Were short-cuts taken in some places? Were some things done or not
done for the sake of convenience? What role did good intentions play
and what were the results? Were some gaps filled with certain
speculations or assumptions about structure, circumstance or people?
Each component and step in the process can be studied for pros, cons,
and potential for change. Areas for improvement can be found, and
the educator can define a specific plan of action. The plan might
include the people, services, materials, and schedules that will be
needed to achieve the targeted improvement(s). The next step is to
act upon the plan "before" the term begins.
(2) What is
Important to You?
People respond to things that are important to them. These
important things
drive their lives. Each of
us lives in a different world and has a different com-
bination of obstacles to face. The question, "What is important to you?" goes
to the heart of matters. This
question can be asked in different ways, angles,
levels, and frequencies. It
is one way to address differences in background,
circumstance, experience, culture, gender, and age.
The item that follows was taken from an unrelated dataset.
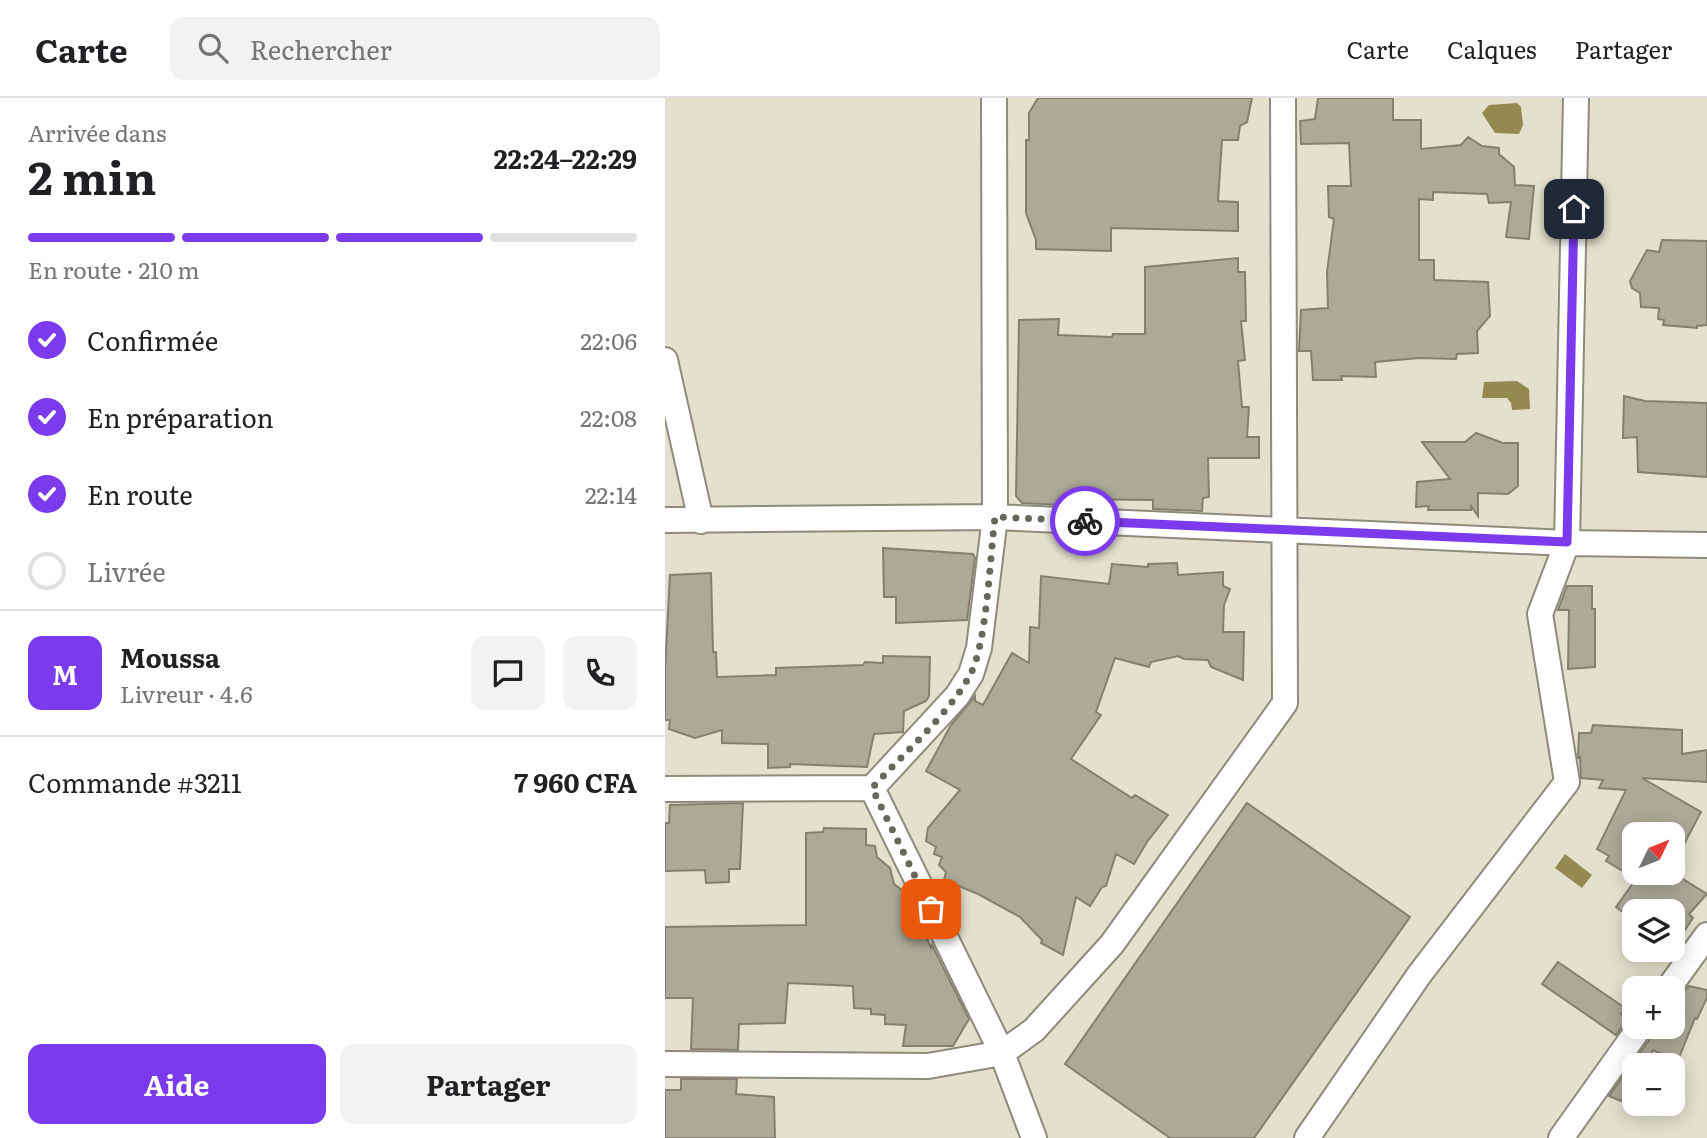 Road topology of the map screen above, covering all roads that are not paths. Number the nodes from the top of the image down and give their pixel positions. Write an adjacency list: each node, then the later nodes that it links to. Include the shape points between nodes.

Things that are important for and to the student can be incorporated into
the
plan of action, lesson, titles, acknowledgements, climate and way in
which the
educator interacts with the student. A lesson or part of a lesson can be
created from these items or expand upon them.
Related
questions that can receive the same treatment include the following:
"What are your
needs?", "What works for you?", and "What am I missing
here?" All of us are missing
something about other people and their needs.
(3) Be
Organized
An educator can create a syllabus, study guide, lecture notes, and/or
outlines
for class.
Useful information includes title, subject, day, date, instructor,
purpose, objectives, corresponding chapters in the course text, optional
reading,
and relevant comments for individual classes or deadlines. Additional
information
can include: rules; procedures; format; grade distribution; contact
information of
instructors and/or their secretaries; office hours; office locations;
drop off and
pick up places; and locations on campus, off campus or on the Internet of
related
and relevant information or tools.
Some students are impressed when the instructor brings necessary and
optional
materials to class instead of expecting students to find a way to produce
or
borrow them. An instructor can make arrangements with the
administration or
other institutions in advance for the students to have materials for
designated
classes.
An instructor can also apply for a small grant in advance for this
purpose.
If photocopied material is distributed, make sure that distinguishing
characteristics
are not missing. Graphs and legends commonly lose elements in the
photocopy
process. One student said that if it doesn't cost much more, instructors
should
make color copies of key graphs, figures, or pictures (or use a computer to
generate them). This shows the instructor's extra dedication and can help
to
make the learning process exciting for the student.
(4) Sound and
Letter Size
One student said that if the students in the last row in the class cannot
hear, the
teacher is not speaking loud enough. One
strategy is for the instructor to gear
the volume of his voice towards the last row of the class throughout the
lecture.
At the beginning of class, the teacher can ask the students in the last
row if they
can hear clearly. One
student had an instructor who spoke loud in class like a drill
sergeant. The
student loved it because he could hear every word clearly and it
kept him awake. There
are students in different parts of the room, for different
reasons, who need the volume.
Similar advice was given for letter size. If the smallest letter on
the board cannot
be seen by the students in the last row, the letters are not large
enough. Letters
that seem large to the teacher at the board may still be unrecognizable
in the
back row or from certain angles in the class.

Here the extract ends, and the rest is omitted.